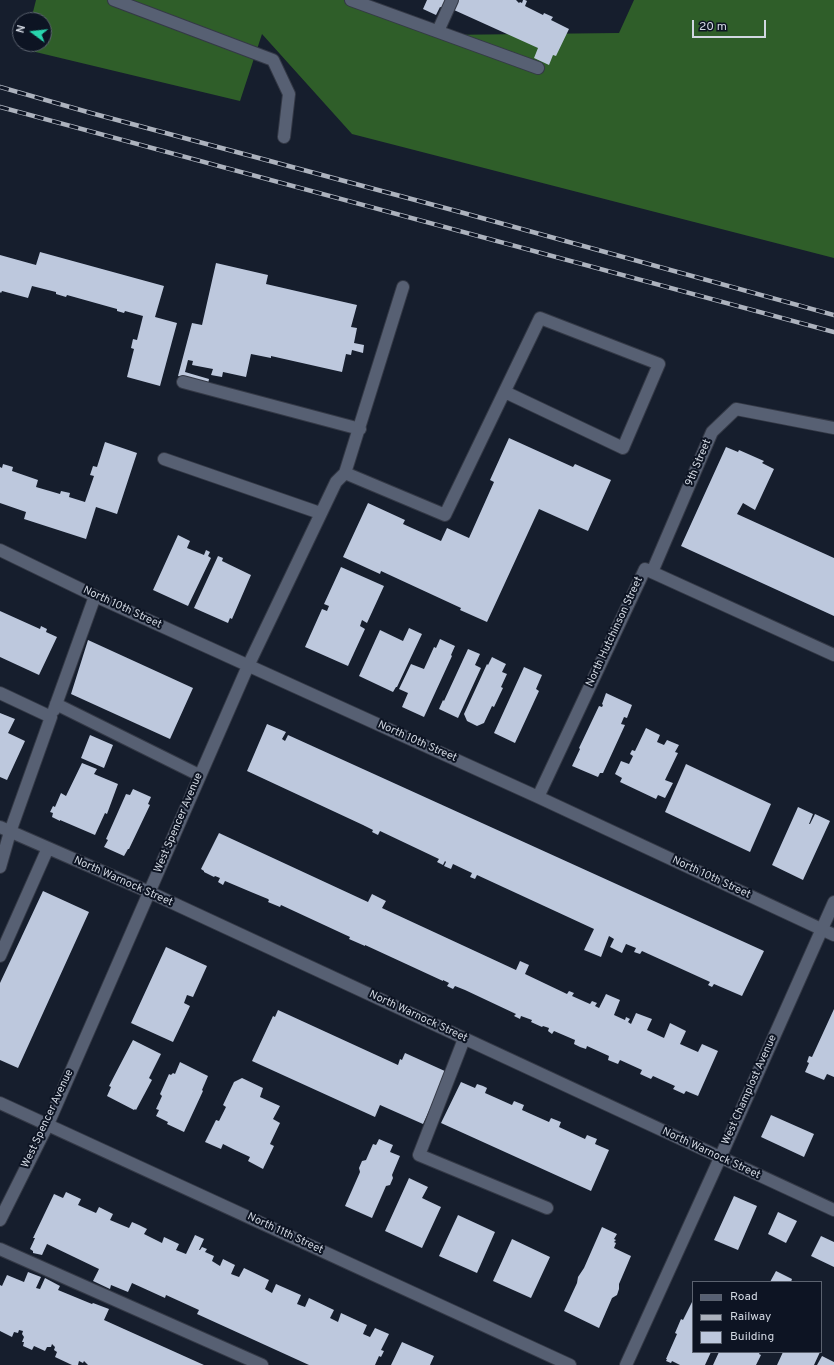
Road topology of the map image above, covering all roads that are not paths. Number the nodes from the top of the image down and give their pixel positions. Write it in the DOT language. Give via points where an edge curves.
graph roads {
  1 [pos="114,0"];
  2 [pos="351,0"];
  3 [pos="452,0"];
  4 [pos="438,31"];
  5 [pos="538,68"];
  6 [pos="284,137"];
  7 [pos="403,287"];
  8 [pos="183,382"];
  9 [pos="505,392"];
  10 [pos="834,428"];
  11 [pos="360,429"];
  12 [pos="164,459"];
  13 [pos="345,473"];
  14 [pos="320,513"];
  15 [pos="0,550"];
  16 [pos="652,572"];
  17 [pos="95,596"];
  18 [pos="834,655"];
  19 [pos="248,666"];
  20 [pos="0,694"];
  21 [pos="56,704"];
  22 [pos="51,717"];
  23 [pos="199,775"];
  24 [pos="538,797"];
  25 [pos="5,830"];
  26 [pos="48,848"];
  27 [pos="0,867"];
  28 [pos="150,892"];
  29 [pos="834,902"];
  30 [pos="822,929"];
  31 [pos="834,935"];
  32 [pos="0,956"];
  33 [pos="464,1039"];
  34 [pos="0,1103"];
  35 [pos="48,1124"];
  36 [pos="720,1158"];
  37 [pos="547,1208"];
  38 [pos="834,1210"];
  39 [pos="0,1220"];
  40 [pos="0,1249"];
  41 [pos="262,1365"];
  42 [pos="570,1365"];
  43 [pos="626,1365"];
  1 -- 6 [label="street" via="273,60 289,94"];
  2 -- 4 [label="street"];
  3 -- 4 [label="street"];
  4 -- 5 [label="street"];
  7 -- 11 [label="street, West Spencer Avenue"];
  8 -- 11 [label="street"];
  9 -- 9 [label="street" via="540,318 659,364 623,448"];
  9 -- 13 [label="street" via="445,515"];
  10 -- 16 [label="street, 9th Street" via="736,409 712,432"];
  11 -- 13 [label="street, West Spencer Avenue"];
  12 -- 14 [label="street"];
  13 -- 14 [label="street, West Spencer Avenue" via="336,482"];
  14 -- 19 [label="street, West Spencer Avenue"];
  15 -- 17 [label="street, North 10th Street"];
  16 -- 18 [label="street, North Hutchinson Street"];
  16 -- 24 [label="street, North Hutchinson Street" via="644,568"];
  17 -- 19 [label="street, North 10th Street"];
  17 -- 21 [label="street"];
  19 -- 23 [label="street, West Spencer Avenue"];
  19 -- 24 [label="street, North 10th Street"];
  20 -- 22 [label="street"];
  21 -- 22 [label="street"];
  21 -- 23 [label="street"];
  22 -- 25 [label="street"];
  23 -- 28 [label="street, West Spencer Avenue"];
  24 -- 30 [label="street, North 10th Street"];
  25 -- 26 [label="street, North Warnock Street"];
  25 -- 27 [label="street"];
  26 -- 28 [label="street, North Warnock Street"];
  26 -- 32 [label="street"];
  28 -- 33 [label="street, North Warnock Street"];
  28 -- 35 [label="street, West Spencer Avenue"];
  29 -- 30 [label="street, West Champlost Avenue"];
  30 -- 31 [label="street, North 10th Street"];
  30 -- 36 [label="street, West Champlost Avenue"];
  33 -- 36 [label="street, North Warnock Street"];
  33 -- 37 [label="street" via="419,1155"];
  34 -- 35 [label="street, North 11th Street"];
  35 -- 39 [label="street, West Spencer Avenue"];
  35 -- 42 [label="street, North 11th Street"];
  36 -- 38 [label="street, North Warnock Street"];
  36 -- 43 [label="street, West Champlost Avenue"];
  40 -- 41 [label="street"];
}
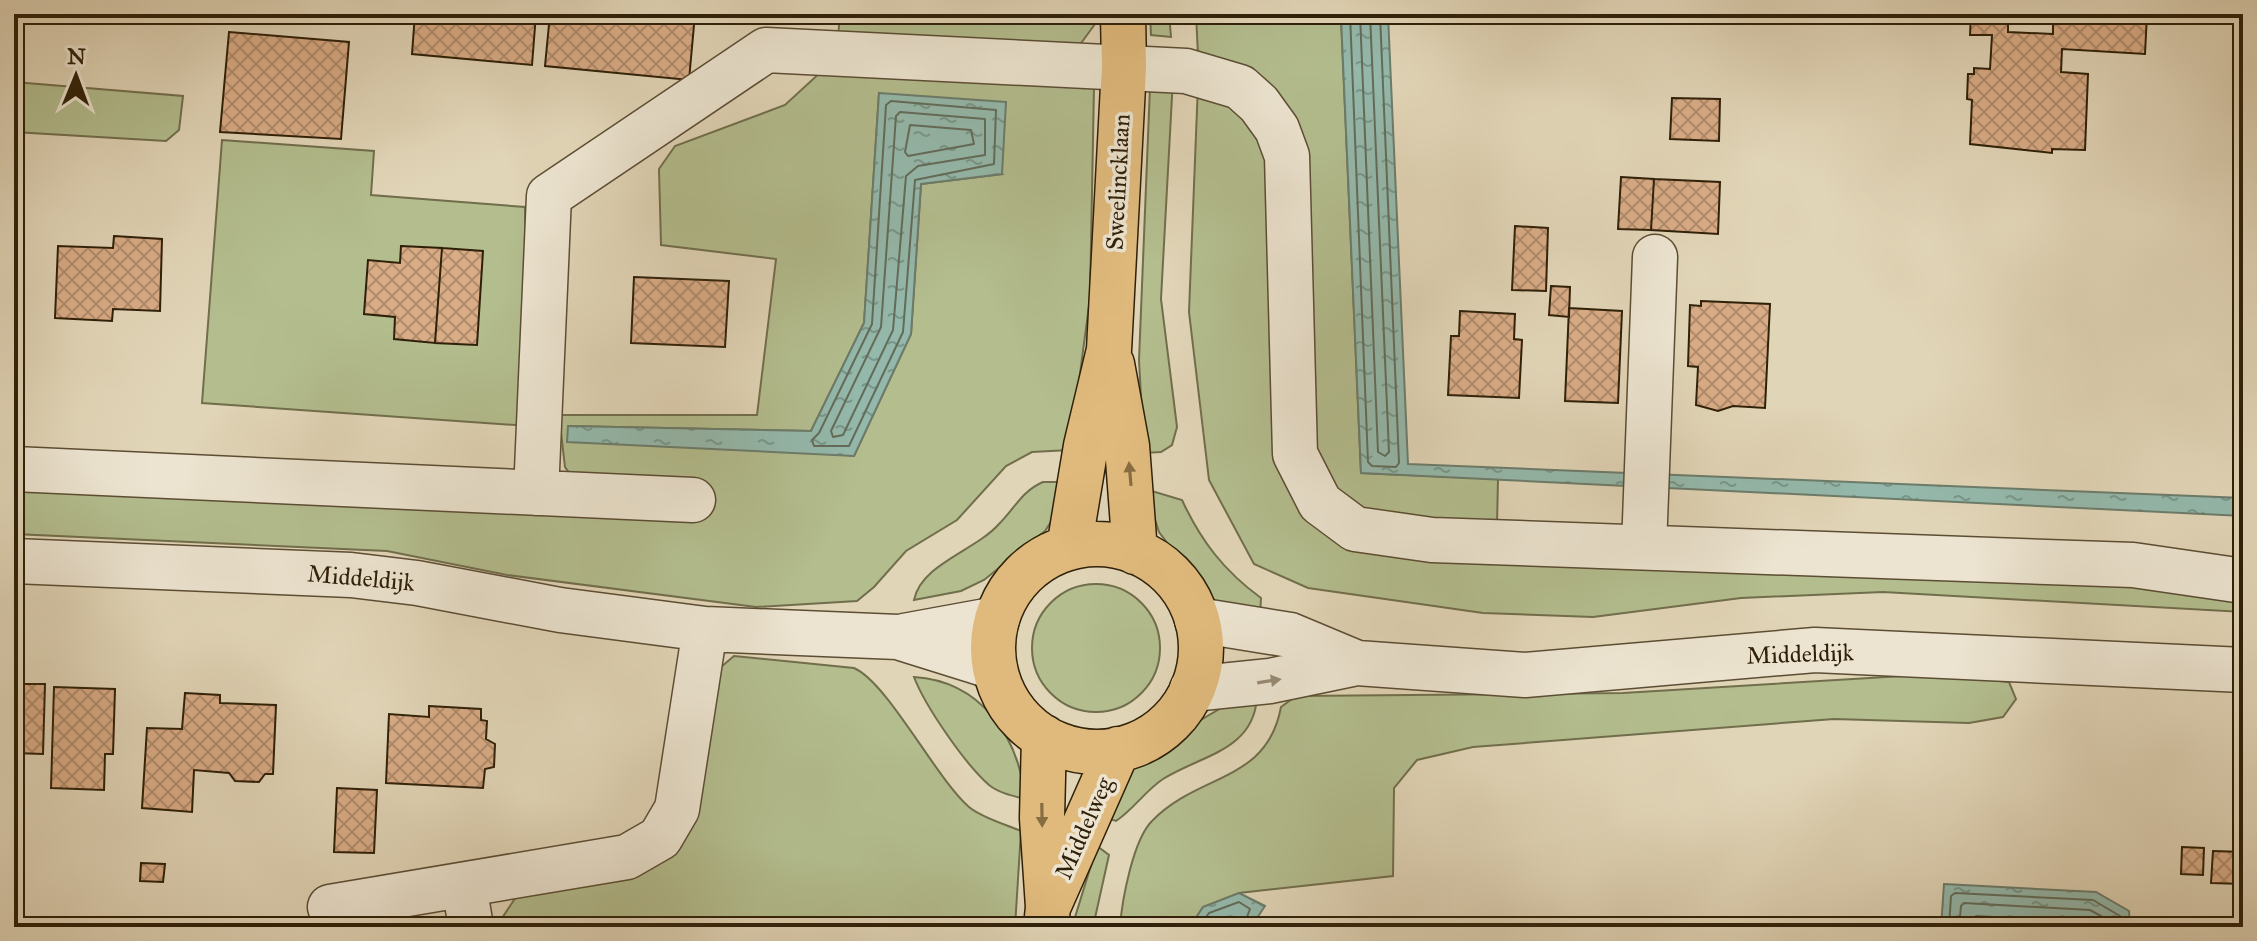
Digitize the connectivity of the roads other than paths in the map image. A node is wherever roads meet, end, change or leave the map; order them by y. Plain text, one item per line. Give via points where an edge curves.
1 (1123, 14) edge
2 (1124, 67) junction
3 (1655, 257) dead end
4 (1109, 350) junction
5 (14, 469) edge
6 (536, 493) junction
7 (693, 500) dead end
8 (1645, 530) junction
9 (1069, 548) junction
10 (1135, 552) junction
11 (14, 561) edge
12 (2243, 581) edge
13 (997, 619) junction
14 (1197, 620) junction
15 (705, 629) junction
16 (898, 637) junction
17 (1357, 663) junction
18 (994, 667) junction
19 (2243, 670) edge
20 (1192, 689) junction
21 (1044, 737) junction
22 (1118, 749) junction
23 (464, 885) junction
24 (330, 907) dead end
25 (1047, 917) edge
26 (471, 927) edge

1 - 2 main road, Sweelincklaan
2 - 4 main road, Sweelincklaan
2 - 6 street via 766,50 549,196
2 - 8 street via 1186,71 1240,87 1277,129 1287,156 1295,454 1320,503 1355,529 1432,540
3 - 8 street
4 - 9 main road, Sweelincklaan
10 -> 4 main road, Sweelincklaan via 1127,446
5 - 6 street
6 - 7 street
8 - 12 street via 2133,565
9 - 10 main road via 1103,544
9 - 13 main road via 1041,560 1018,580
10 - 14 main road via 1174,578
11 - 15 street, Middeldijk via 351,575
13 - 16 street, Middeldijk
13 - 18 main road
14 - 17 street, Middeldijk via 1290,635
14 - 20 main road via 1201,655
15 - 16 street, Middeldijk
15 - 23 street via 677,809 660,838 627,857
16 - 18 street, Middeldijk
17 - 19 street, Middeldijk via 1525,675 1815,650
20 -> 17 street, Middeldijk via 1270,681
18 - 21 main road via 1016,713
20 - 22 main road via 1162,729
21 - 22 main road via 1080,750
21 -> 25 main road, Middelweg
22 - 25 main road, Middelweg
23 - 24 street
23 - 26 street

WORK ORDER: Every record above should be duplicated precisely, with the images removed.

COMPLETED TASK:
Road topology of the map image above, covering all roads that are not paths. Number the nodes from the top of the image down and give their pixel positions. Write it in the DOT language. Give via points where an edge curves.
graph roads {
  1 [pos="114,0"];
  2 [pos="351,0"];
  3 [pos="452,0"];
  4 [pos="438,31"];
  5 [pos="538,68"];
  6 [pos="284,137"];
  7 [pos="403,287"];
  8 [pos="183,382"];
  9 [pos="505,392"];
  10 [pos="834,428"];
  11 [pos="360,429"];
  12 [pos="164,459"];
  13 [pos="345,473"];
  14 [pos="320,513"];
  15 [pos="0,550"];
  16 [pos="652,572"];
  17 [pos="95,596"];
  18 [pos="834,655"];
  19 [pos="248,666"];
  20 [pos="0,694"];
  21 [pos="56,704"];
  22 [pos="51,717"];
  23 [pos="199,775"];
  24 [pos="538,797"];
  25 [pos="5,830"];
  26 [pos="48,848"];
  27 [pos="0,867"];
  28 [pos="150,892"];
  29 [pos="834,902"];
  30 [pos="822,929"];
  31 [pos="834,935"];
  32 [pos="0,956"];
  33 [pos="464,1039"];
  34 [pos="0,1103"];
  35 [pos="48,1124"];
  36 [pos="720,1158"];
  37 [pos="547,1208"];
  38 [pos="834,1210"];
  39 [pos="0,1220"];
  40 [pos="0,1249"];
  41 [pos="262,1365"];
  42 [pos="570,1365"];
  43 [pos="626,1365"];
  1 -- 6 [label="street" via="273,60 289,94"];
  2 -- 4 [label="street"];
  3 -- 4 [label="street"];
  4 -- 5 [label="street"];
  7 -- 11 [label="street, West Spencer Avenue"];
  8 -- 11 [label="street"];
  9 -- 9 [label="street" via="540,318 659,364 623,448"];
  9 -- 13 [label="street" via="445,515"];
  10 -- 16 [label="street, 9th Street" via="736,409 712,432"];
  11 -- 13 [label="street, West Spencer Avenue"];
  12 -- 14 [label="street"];
  13 -- 14 [label="street, West Spencer Avenue" via="336,482"];
  14 -- 19 [label="street, West Spencer Avenue"];
  15 -- 17 [label="street, North 10th Street"];
  16 -- 18 [label="street, North Hutchinson Street"];
  16 -- 24 [label="street, North Hutchinson Street" via="644,568"];
  17 -- 19 [label="street, North 10th Street"];
  17 -- 21 [label="street"];
  19 -- 23 [label="street, West Spencer Avenue"];
  19 -- 24 [label="street, North 10th Street"];
  20 -- 22 [label="street"];
  21 -- 22 [label="street"];
  21 -- 23 [label="street"];
  22 -- 25 [label="street"];
  23 -- 28 [label="street, West Spencer Avenue"];
  24 -- 30 [label="street, North 10th Street"];
  25 -- 26 [label="street, North Warnock Street"];
  25 -- 27 [label="street"];
  26 -- 28 [label="street, North Warnock Street"];
  26 -- 32 [label="street"];
  28 -- 33 [label="street, North Warnock Street"];
  28 -- 35 [label="street, West Spencer Avenue"];
  29 -- 30 [label="street, West Champlost Avenue"];
  30 -- 31 [label="street, North 10th Street"];
  30 -- 36 [label="street, West Champlost Avenue"];
  33 -- 36 [label="street, North Warnock Street"];
  33 -- 37 [label="street" via="419,1155"];
  34 -- 35 [label="street, North 11th Street"];
  35 -- 39 [label="street, West Spencer Avenue"];
  35 -- 42 [label="street, North 11th Street"];
  36 -- 38 [label="street, North Warnock Street"];
  36 -- 43 [label="street, West Champlost Avenue"];
  40 -- 41 [label="street"];
}
Digitize the connectivity of the roads other than paths in the map image. A node is wherever roads meet, end, change or leave the map; order them by y. Plain text, one item per line. Give via points where an edge curves.
1 (1123, 14) edge
2 (1124, 67) junction
3 (1655, 257) dead end
4 (1109, 350) junction
5 (14, 469) edge
6 (536, 493) junction
7 (693, 500) dead end
8 (1645, 530) junction
9 (1069, 548) junction
10 (1135, 552) junction
11 (14, 561) edge
12 (2243, 581) edge
13 (997, 619) junction
14 (1197, 620) junction
15 (705, 629) junction
16 (898, 637) junction
17 (1357, 663) junction
18 (994, 667) junction
19 (2243, 670) edge
20 (1192, 689) junction
21 (1044, 737) junction
22 (1118, 749) junction
23 (464, 885) junction
24 (330, 907) dead end
25 (1047, 917) edge
26 (471, 927) edge

1 - 2 main road, Sweelincklaan
2 - 4 main road, Sweelincklaan
2 - 6 street via 766,50 549,196
2 - 8 street via 1186,71 1240,87 1277,129 1287,156 1295,454 1320,503 1355,529 1432,540
3 - 8 street
4 - 9 main road, Sweelincklaan
10 -> 4 main road, Sweelincklaan via 1127,446
5 - 6 street
6 - 7 street
8 - 12 street via 2133,565
9 - 10 main road via 1103,544
9 - 13 main road via 1041,560 1018,580
10 - 14 main road via 1174,578
11 - 15 street, Middeldijk via 351,575
13 - 16 street, Middeldijk
13 - 18 main road
14 - 17 street, Middeldijk via 1290,635
14 - 20 main road via 1201,655
15 - 16 street, Middeldijk
15 - 23 street via 677,809 660,838 627,857
16 - 18 street, Middeldijk
17 - 19 street, Middeldijk via 1525,675 1815,650
20 -> 17 street, Middeldijk via 1270,681
18 - 21 main road via 1016,713
20 - 22 main road via 1162,729
21 - 22 main road via 1080,750
21 -> 25 main road, Middelweg
22 - 25 main road, Middelweg
23 - 24 street
23 - 26 street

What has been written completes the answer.